▶ **Prompt**:
Transcribe the records below word for word, leaving every picture out.
---------------
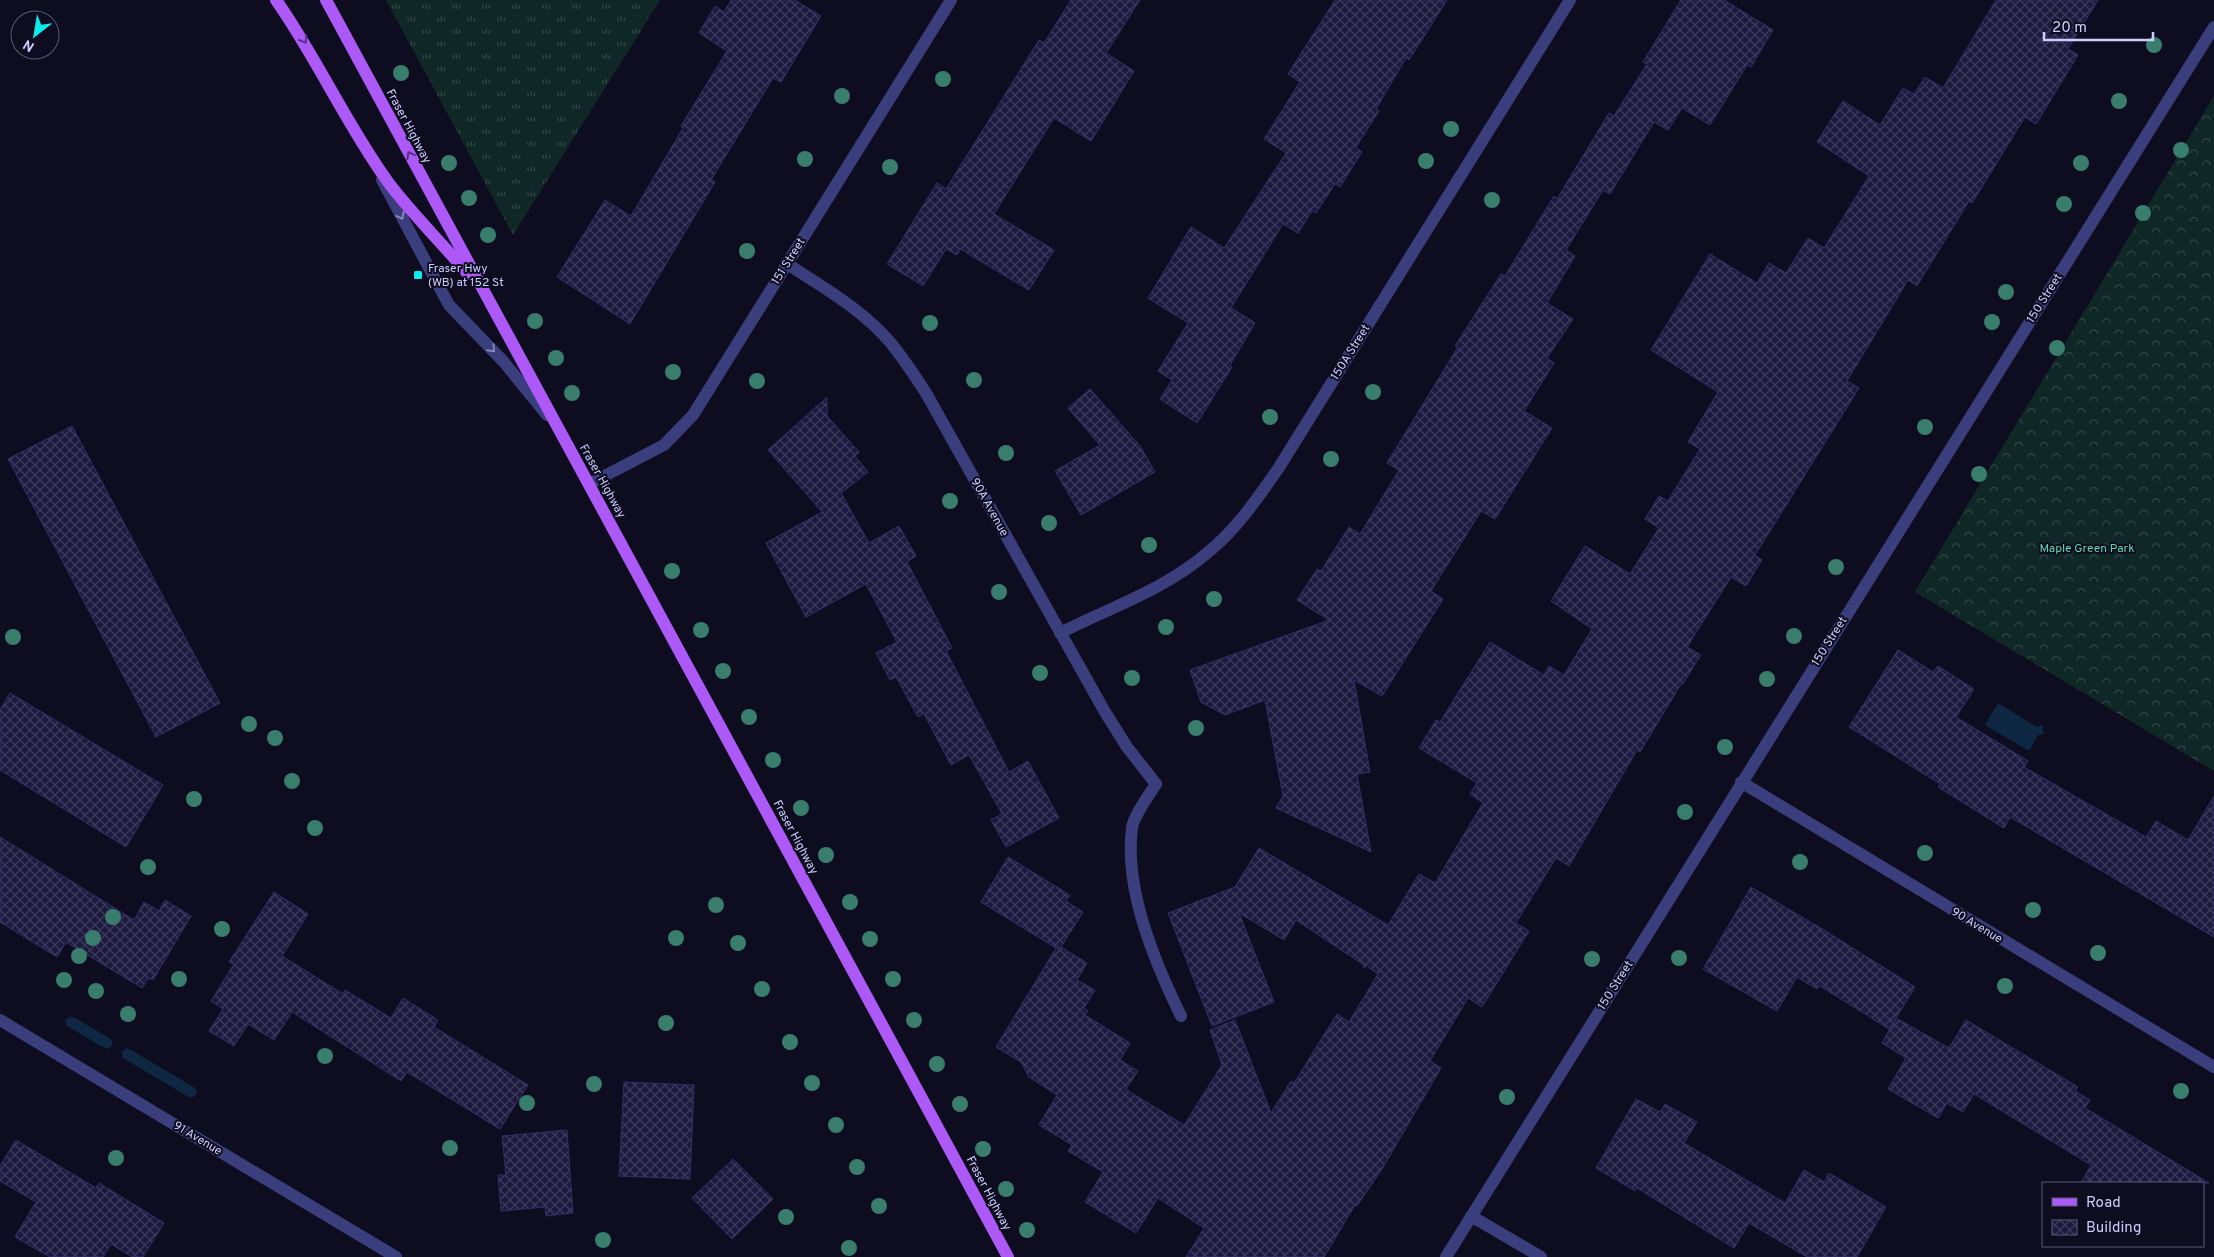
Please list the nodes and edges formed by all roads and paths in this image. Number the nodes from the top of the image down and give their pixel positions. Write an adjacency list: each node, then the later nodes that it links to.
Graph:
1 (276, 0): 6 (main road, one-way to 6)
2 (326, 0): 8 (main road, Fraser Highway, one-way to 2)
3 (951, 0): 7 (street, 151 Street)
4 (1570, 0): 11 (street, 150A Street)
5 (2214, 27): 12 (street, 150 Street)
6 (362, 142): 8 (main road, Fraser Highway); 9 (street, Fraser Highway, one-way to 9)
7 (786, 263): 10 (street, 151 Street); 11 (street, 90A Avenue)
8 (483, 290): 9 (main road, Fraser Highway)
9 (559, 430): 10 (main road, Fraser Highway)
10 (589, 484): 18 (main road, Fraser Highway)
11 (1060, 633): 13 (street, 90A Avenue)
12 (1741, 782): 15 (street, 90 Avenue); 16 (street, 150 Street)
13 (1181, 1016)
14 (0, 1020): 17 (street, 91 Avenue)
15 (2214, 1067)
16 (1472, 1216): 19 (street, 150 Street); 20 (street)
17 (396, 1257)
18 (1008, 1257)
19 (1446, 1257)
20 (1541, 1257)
---------------
▶ **Solution**:
Please list the nodes and edges formed by all roads and paths in this image. Number the nodes from the top of the image down and give their pixel positions. Write an adjacency list: each node, then the later nodes that it links to.
Graph:
1 (276, 0): 6 (main road, one-way to 6)
2 (326, 0): 8 (main road, Fraser Highway, one-way to 2)
3 (951, 0): 7 (street, 151 Street)
4 (1570, 0): 11 (street, 150A Street)
5 (2214, 27): 12 (street, 150 Street)
6 (362, 142): 8 (main road, Fraser Highway); 9 (street, Fraser Highway, one-way to 9)
7 (786, 263): 10 (street, 151 Street); 11 (street, 90A Avenue)
8 (483, 290): 9 (main road, Fraser Highway)
9 (559, 430): 10 (main road, Fraser Highway)
10 (589, 484): 18 (main road, Fraser Highway)
11 (1060, 633): 13 (street, 90A Avenue)
12 (1741, 782): 15 (street, 90 Avenue); 16 (street, 150 Street)
13 (1181, 1016)
14 (0, 1020): 17 (street, 91 Avenue)
15 (2214, 1067)
16 (1472, 1216): 19 (street, 150 Street); 20 (street)
17 (396, 1257)
18 (1008, 1257)
19 (1446, 1257)
20 (1541, 1257)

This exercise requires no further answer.